Diana Ross & the Supremes singles chronology
| "I'm Gonna Make You Love Me" (1968) | "I'm Livin' in Shame" (1969) | "I'll Try Something New" (1969) |

= I'm Livin' in Shame =

"I'm Livin' in Shame" is a 1969 song released for Diana Ross & the Supremes on the Motown label. The sequel to the Supremes' number-one hit, "Love Child," the song peaked in the top ten on the US Billboard Hot 100 pop chart at #10 and the top 20 in the UK at #14 in April and May 1969.

==Background and release==
Inspired by the plot of Douglas Sirk's 1959 film Imitation of Life, The Clan composed "I'm Livin' in Shame" as a sequel to the Supremes' number-one hit single, "Love Child." The song explores the quest of the 'love child' to shun both her impoverished childhood and her mother, and pass herself off to her friends and new husband as the daughter of a rich family. The woman's mother ends up dying without ever seeing her daughter as an adult, or ever meeting her two-year-old grandson, to the child's regret and chagrin.

The girl group debuted the single live on the Sunday, January 5, 1969 episode of the popular CBS variety program, The Ed Sullivan Show, peaking at number 10 on the American pop chart and at 14 on the UK singles chart in late winter and early spring of 1969. The recorded release is without the backing vocals of Mary Wilson or Cindy Birdsong (as with many singles released under this group's billing, session singers The Andantes appear on the record).

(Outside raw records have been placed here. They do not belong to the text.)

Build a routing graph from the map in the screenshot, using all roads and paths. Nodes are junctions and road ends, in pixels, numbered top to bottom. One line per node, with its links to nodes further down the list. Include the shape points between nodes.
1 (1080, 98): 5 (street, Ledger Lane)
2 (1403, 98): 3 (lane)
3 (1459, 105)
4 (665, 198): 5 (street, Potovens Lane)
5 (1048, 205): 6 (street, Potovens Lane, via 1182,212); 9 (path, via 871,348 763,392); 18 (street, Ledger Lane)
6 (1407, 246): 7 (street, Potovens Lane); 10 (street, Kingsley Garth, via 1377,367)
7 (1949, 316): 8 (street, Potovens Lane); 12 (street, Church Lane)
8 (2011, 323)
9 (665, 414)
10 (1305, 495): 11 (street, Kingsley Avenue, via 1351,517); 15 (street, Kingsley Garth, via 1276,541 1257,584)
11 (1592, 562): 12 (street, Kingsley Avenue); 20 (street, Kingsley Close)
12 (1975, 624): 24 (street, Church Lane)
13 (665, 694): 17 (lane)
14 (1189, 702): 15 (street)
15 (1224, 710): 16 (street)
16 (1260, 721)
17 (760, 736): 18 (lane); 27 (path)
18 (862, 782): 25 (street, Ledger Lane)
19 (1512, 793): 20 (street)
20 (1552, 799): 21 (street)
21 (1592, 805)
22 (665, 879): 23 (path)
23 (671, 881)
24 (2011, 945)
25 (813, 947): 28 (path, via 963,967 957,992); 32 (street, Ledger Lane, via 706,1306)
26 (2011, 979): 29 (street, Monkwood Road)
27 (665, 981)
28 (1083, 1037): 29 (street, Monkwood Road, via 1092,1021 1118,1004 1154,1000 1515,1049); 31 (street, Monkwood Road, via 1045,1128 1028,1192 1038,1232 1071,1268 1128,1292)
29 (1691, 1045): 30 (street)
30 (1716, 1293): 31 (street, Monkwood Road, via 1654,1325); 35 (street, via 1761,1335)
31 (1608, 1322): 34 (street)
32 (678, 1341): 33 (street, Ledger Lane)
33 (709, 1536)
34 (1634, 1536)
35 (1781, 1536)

Cash Box described it as a "spectacular performance and another standout song" that continues the story of the Supremes earlier single "Love Child."

==Personnel==
- Lead vocals by Diana Ross
- Background vocals by the Andantes: Jackie Hicks, Marlene Barrow, and Louvain Demps
- Instrumentation by the Funk Brothers

==Track listing==
- 7" single (6 January 1969) (North America/United Kingdom/Netherlands)
1. "I'm Livin' in Shame" – 2:57
2. "I'm So Glad I Got Somebody (Like You Around)" – 2:58

==Charts==

| Chart (1969) | Peak position |
|---|---|
| Australia (Go-Set) | 28 |
| Australia (Kent Music Report) | 33 |
| Canada Top Singles (RPM) | 12 |
| Iceland (Íslenski Listinn) | 27 |
| Ireland (IRMA) | 6 |
| Netherlands (Dutch Top 40 Tipparade) | 3 |
| UK Singles (OCC) | 14 |
| UK R&B (Record Mirror) | 9 |
| US Billboard Hot 100 | 10 |
| US Hot R&B/Hip-Hop Songs (Billboard) | 8 |
| US Cashbox Top 100 | 8 |
| US Cashbox R&B | 8 |
| US Record World 100 Top Pops | 8 |
| US Record World Top 50 R&B | 7 |

==Cover Versions==

In 1981, singer Clem Easterling released a cover of "Living In Shame" from her "Just in Time" LP.